# Fracino retro for home use



## Roberts (Jun 30, 2015)

Fracino retro 1gr 7L boiler suitable for home use. The machine do not have a pump so will be just feed line ( i have betwin 2 and 5 bar ).

I will make a good bargain at £1000?

And if someone know a good shipping for this tipe of transpor ... 35kg


----------



## alexferdi (Aug 4, 2015)

Any photos @Roberts ?


----------



## Jon (Dec 3, 2010)

Is this a for sale thread? If it is I'll move it.


----------



## grumpydaddy (Oct 20, 2014)

Hmmm thought it was asking if it would be OK at home etc.
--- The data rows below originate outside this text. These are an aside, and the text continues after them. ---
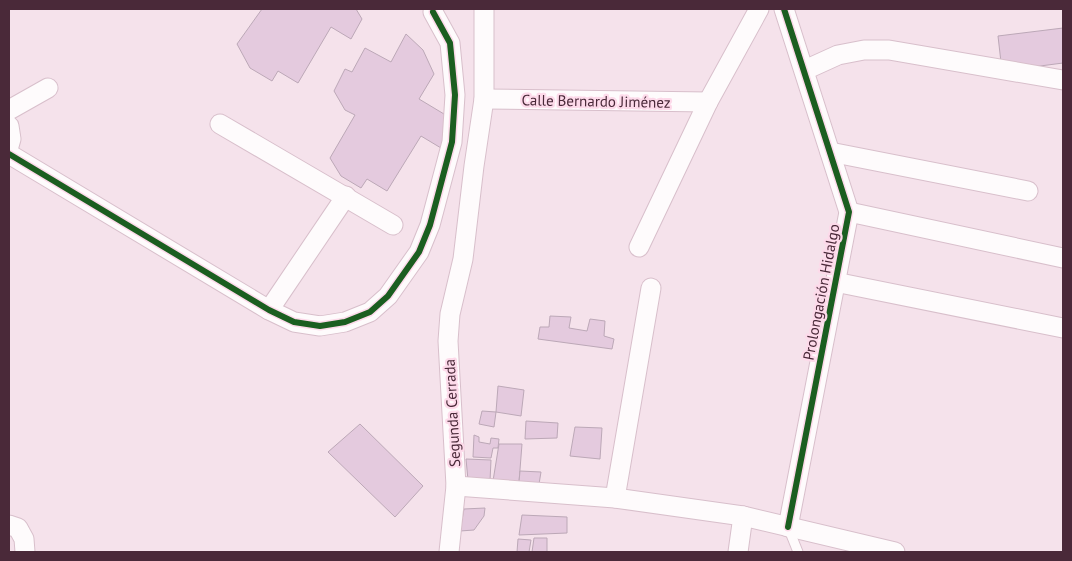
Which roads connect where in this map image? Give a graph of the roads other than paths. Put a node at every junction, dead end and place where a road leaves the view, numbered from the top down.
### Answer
1 (484, 9) edge
2 (759, 9) edge
3 (784, 9) edge
4 (433, 12) dead end
5 (804, 70) junction
6 (1063, 80) edge
7 (48, 88) dead end
8 (484, 99) junction
9 (708, 102) junction
10 (9, 110) edge
11 (220, 124) dead end
12 (9, 126) edge
13 (9, 146) edge
14 (830, 152) junction
15 (9, 154) edge
16 (1028, 191) dead end
17 (346, 196) junction
18 (849, 212) junction
19 (392, 225) dead end
20 (639, 247) dead end
21 (1063, 258) edge
22 (835, 282) junction
23 (651, 288) dead end
24 (269, 310) junction
25 (1063, 328) edge
26 (456, 486) junction
27 (615, 498) junction
28 (743, 516) junction
29 (9, 525) edge
30 (788, 527) junction
31 (884, 551) edge
32 (26, 552) edge
33 (449, 552) edge
34 (738, 552) edge
35 (798, 552) edge

1 - 8 street, Segunda Cerrada
2 - 9 street
3 - 5 street, Prolongación Hidalgo
4 - 24 street
5 - 6 street
5 - 14 street, Prolongación Hidalgo
7 - 10 street
8 - 9 street, Calle Bernardo Jiménez
8 - 26 street, Segunda Cerrada
9 - 20 street
11 - 17 street
12 - 13 street
14 - 16 street
14 - 18 street, Prolongación Hidalgo
15 - 24 street
17 - 19 street
17 - 24 street
18 - 21 street
18 - 22 street, Prolongación Hidalgo
22 - 25 street
22 - 30 street, Prolongación Hidalgo
23 - 27 street
26 - 27 street, Segunda Cerrada
26 - 33 street
27 - 28 street, Segunda Cerrada
28 - 30 street, Segunda Cerrada
28 - 34 street
29 - 32 street
30 - 31 street, Segunda Cerrada
30 - 35 lane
Whilst I think it would be ok in home use I am less convinced about it being a bargain


----------



## Jon (Dec 3, 2010)

grumpydaddy said:


> Hmmm thought it was asking if it would be OK at home etc.
> 
> Whilst I think it would be ok in home use I am less convinced about it being a bargain


Sorry - I misunderstood. Got you!


----------



## Roberts (Jun 30, 2015)

Yes i have an ideea to buy this item... i will wait a londinium L1 on forum ....


----------



## Roberts (Jun 30, 2015)

The item is on ebay


----------